I found it surprising that 60% of the men polled in Germany, Spain, Mexico, and Brazil indicated they would be willing to take a birth control pill. Most of the American men I've discussed it with seem hesitant at best and often turn down the idea outright.

Birth control ads have so long put the onus of responsibility on women that I think that will be a hard standard to dismantle. Though ads for condoms have a more shared view of reproductive health, ads for other forms of birth control do not.


This Yaz commercial barely even mentions the fact that its intended purpose is to prevent pregnancy. Instead, it focuses on the benefits to women: lighter periods, treatment of mood swings, clearer skin. Likewise, the images are all of lone women, bringing to mind liberation and self-fulfillment. There are a few men shown in the background as the women walk by, but they are not a part of the equation at all.


This Nuva Ring commercial features no men at all. Instead, it focuses on the burden that women have to carry by taking a daily birth control pill, and it offers them a solution in the form of this once-a-month option. The women who make this step appear less burdened and happy to interact with each other, but men are not a part of the decision because they weren't a part of the original burden.


Okay, so at least this Mirena commercial features a man (and a father, at that!) But let's look a little closer. The motivation for choosing Mirena is that life as a parent is so hectic that this mother cannot handle the burden of constantly thinking about birth control, so she picks a long-term option. To drive home the point of how busy she is, the commercial shows the mom chasing her kids through the grocery store while she shops, cleaning, and wrestling playfully with her children. The dad's biggest inconvenience? Having his M&M's or whatever stolen by his kids as he leisurely reads the paper.

I get it. These products are going to be purchased by women. Women are the ones who use them. So it makes sense to target women in the ads, but I wonder what this kind of marketing has done to our ability to see birth control as a man's responsibility?

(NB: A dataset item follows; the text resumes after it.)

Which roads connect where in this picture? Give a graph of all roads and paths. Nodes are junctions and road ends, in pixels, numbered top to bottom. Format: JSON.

Not that it really matters. The article also says this:
But U.S. regulations are likely to prevent American men from accessing these recent developments anytime soon.

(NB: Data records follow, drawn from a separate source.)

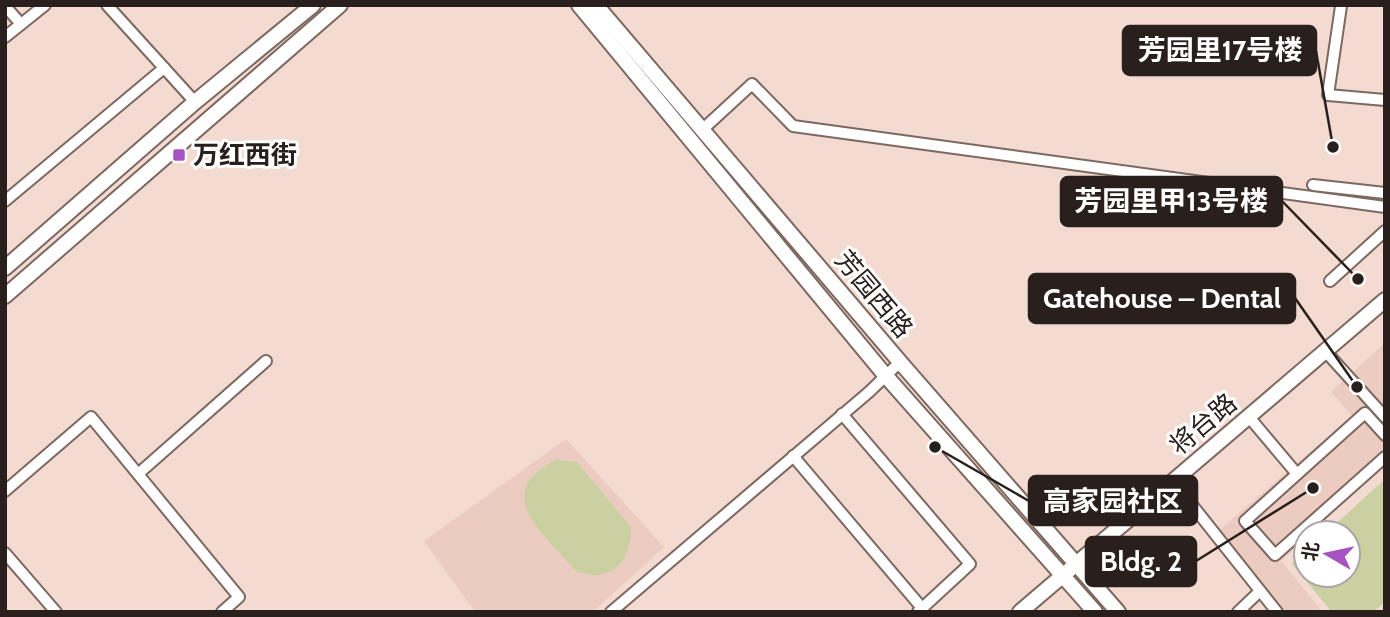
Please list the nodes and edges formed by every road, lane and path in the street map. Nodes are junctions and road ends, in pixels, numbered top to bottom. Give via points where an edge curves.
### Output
1 (45, 5) edge
2 (107, 5) edge
3 (313, 5) edge
4 (340, 5) edge
5 (579, 5) edge
6 (596, 5) edge
7 (1341, 5) edge
8 (5, 6) edge
9 (21, 24) junction
10 (5, 37) edge
11 (164, 68) junction
12 (1385, 100) edge
13 (195, 102) junction
14 (702, 130) junction
15 (1313, 185) dead end
16 (1385, 193) edge
17 (5, 201) edge
18 (1385, 207) edge
19 (1385, 232) edge
20 (5, 268) edge
21 (1330, 281) dead end
22 (5, 296) edge
23 (1385, 300) edge
24 (1326, 352) junction
25 (266, 361) dead end
26 (900, 362) junction
27 (886, 375) junction
28 (842, 414) junction
29 (1385, 416) edge
30 (1249, 417) junction
31 (1385, 435) edge
32 (793, 456) junction
33 (1385, 457) edge
34 (138, 474) junction
35 (1297, 474) junction
36 (1172, 481) junction
37 (5, 491) edge
38 (5, 552) edge
39 (1075, 563) junction
40 (1062, 575) junction
41 (1260, 591) junction
42 (920, 610) edge
43 (56, 612) edge
44 (222, 612) edge
45 (611, 612) edge
46 (1020, 612) edge
47 (1095, 612) edge
48 (1118, 612) edge
49 (1238, 612) edge
50 (1277, 612) edge

1 - 9 street
2 - 11 street
3 - 13 main road
4 - 22 main road
5 - 27 main road, 芳园西路
6 - 14 main road, 芳园西路
7 - 12 street via 1328,95
8 - 9 street
9 - 10 street
11 - 13 street
11 - 17 street
13 - 20 main road
14 - 18 street via 752,85 793,126
14 - 26 main road, 芳园西路
15 - 16 street
19 - 21 street
23 - 24 main road, 将台路
24 - 29 street
24 - 30 main road, 将台路
25 - 34 street
26 - 27 street
26 - 39 main road, 芳园西路
27 - 28 street
27 - 40 main road, 芳园西路
28 - 32 street
28 - 42 street via 970,564
30 - 35 street
30 - 36 main road, 将台路
31 - 35 street via 1365,413
32 - 42 street
32 - 45 street
33 - 35 street via 1275,555 1245,521
34 - 37 street via 92,417
34 - 44 street via 239,597
36 - 39 main road, 将台路
36 - 41 street
38 - 43 street
39 - 40 main road, 将台路
39 - 48 main road, 芳园西路
40 - 46 main road, 将台路
40 - 47 main road, 芳园西路
41 - 49 street
41 - 50 street

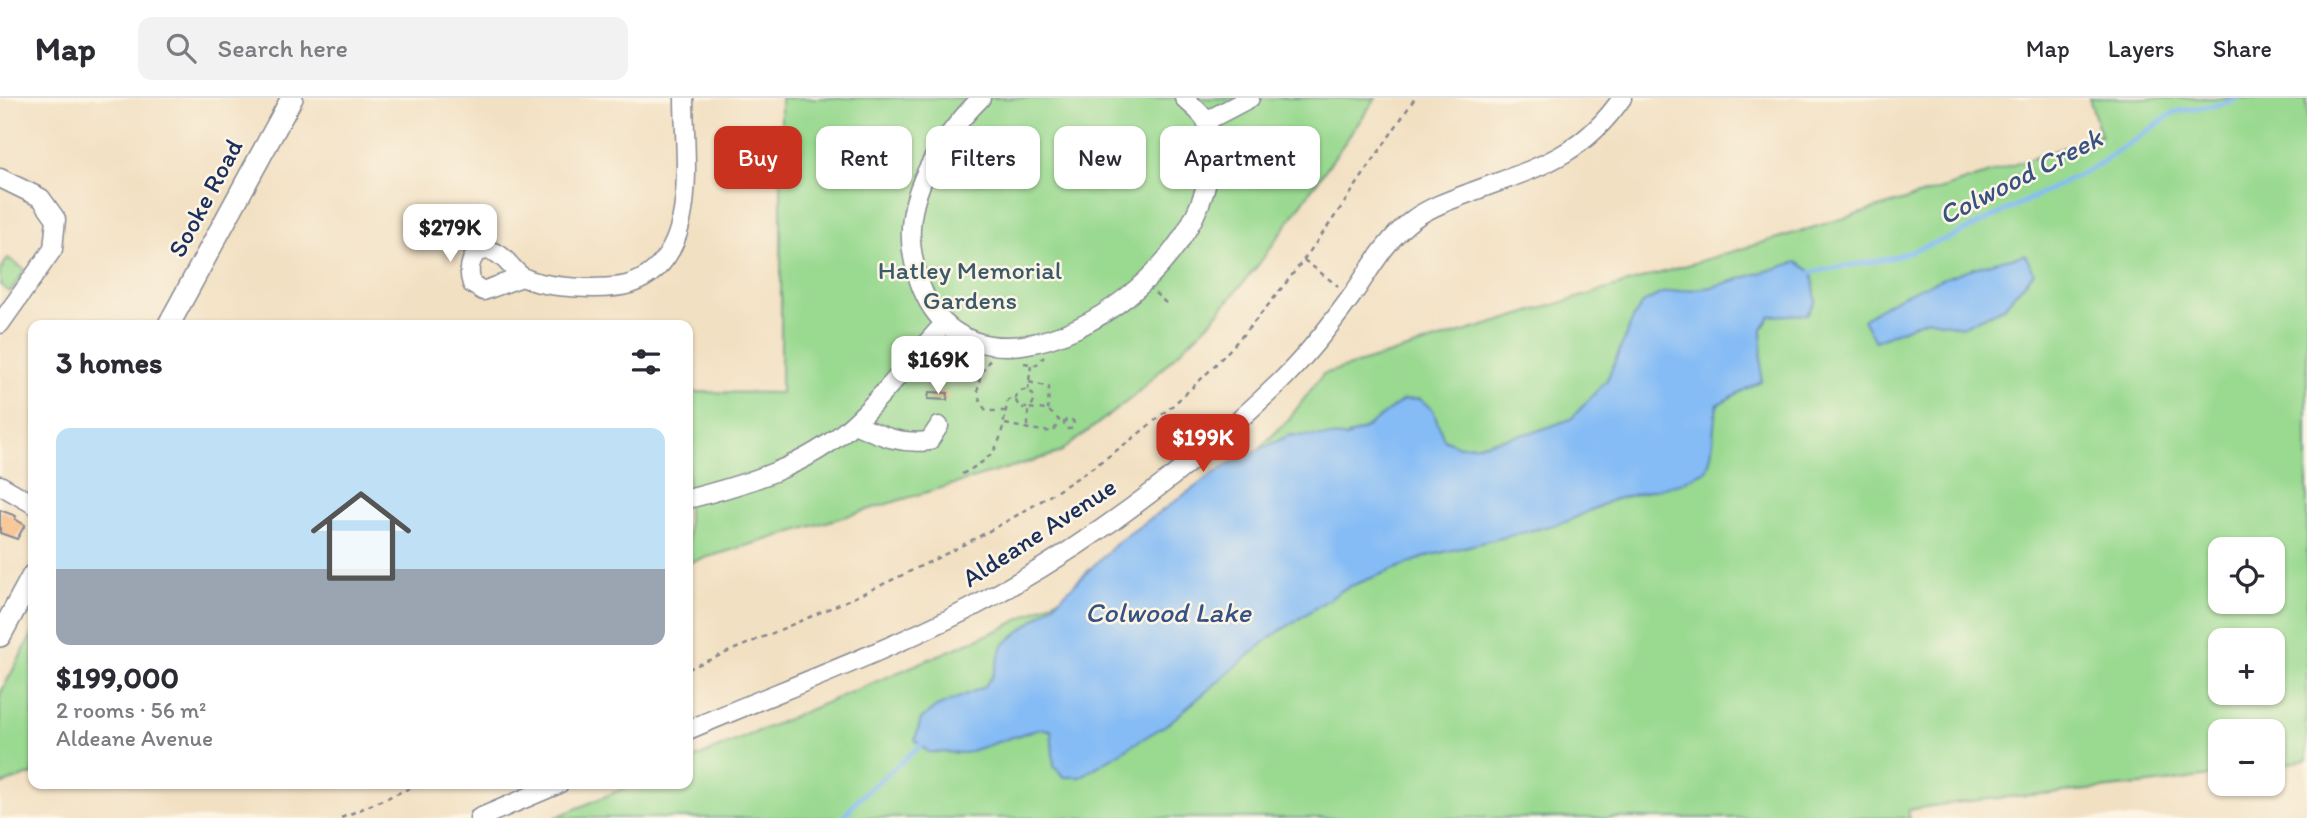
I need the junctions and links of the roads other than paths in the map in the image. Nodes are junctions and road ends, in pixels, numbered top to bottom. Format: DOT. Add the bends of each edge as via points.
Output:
graph roads {
  1 [pos="292,98"];
  2 [pos="684,98"];
  3 [pos="982,98"];
  4 [pos="1184,98"];
  5 [pos="1250,98"];
  6 [pos="1622,98"];
  7 [pos="1206,121"];
  8 [pos="0,178"];
  9 [pos="522,277"];
  10 [pos="172,320"];
  11 [pos="0,324"];
  12 [pos="944,324"];
  13 [pos="854,424"];
  14 [pos="939,426"];
  15 [pos="0,485"];
  16 [pos="693,498"];
  17 [pos="28,501"];
  18 [pos="28,584"];
  19 [pos="0,636"];
  20 [pos="693,728"];
  21 [pos="547,789"];
  22 [pos="479,818"];
  1 -- 10 [label="main road, Sooke Road"];
  2 -- 9 [label="street" via="684,216 675,244 657,268 632,284 602,290"];
  3 -- 12 [label="street" via="947,137 913,206 910,246 914,265"];
  4 -- 7 [label="street"];
  5 -- 7 [label="street"];
  6 -- 20 [label="street, Aldeane Avenue" via="1603,126 1552,163 1413,219 1385,245 1351,296 1281,380 1115,519 1032,573 908,638"];
  7 -- 12 [label="street" via="1210,171 1194,219 1165,261 1124,300 1077,331 1042,343 997,345 961,335"];
  8 -- 11 [label="street" via="41,198 56,219 53,249"];
  12 -- 13 [label="street"];
  13 -- 14 [label="street" via="911,444 929,441"];
  13 -- 16 [label="street" via="782,469"];
  15 -- 17 [label="street"];
  18 -- 19 [label="main road"];
  21 -- 22 [label="street"];
}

Before authorizing a pill’s U.S. release, the federal Food and Drug Administration would likely want scientists to repeat many studies conducted abroad, though some of the data could “potentially be re-used in an application,” Lissner said. The entire process, she estimated, could take five to 10 years.



2 comments:

  1. Here's a sexist question: How many women would trust their male partners to remember taking said pill? :-)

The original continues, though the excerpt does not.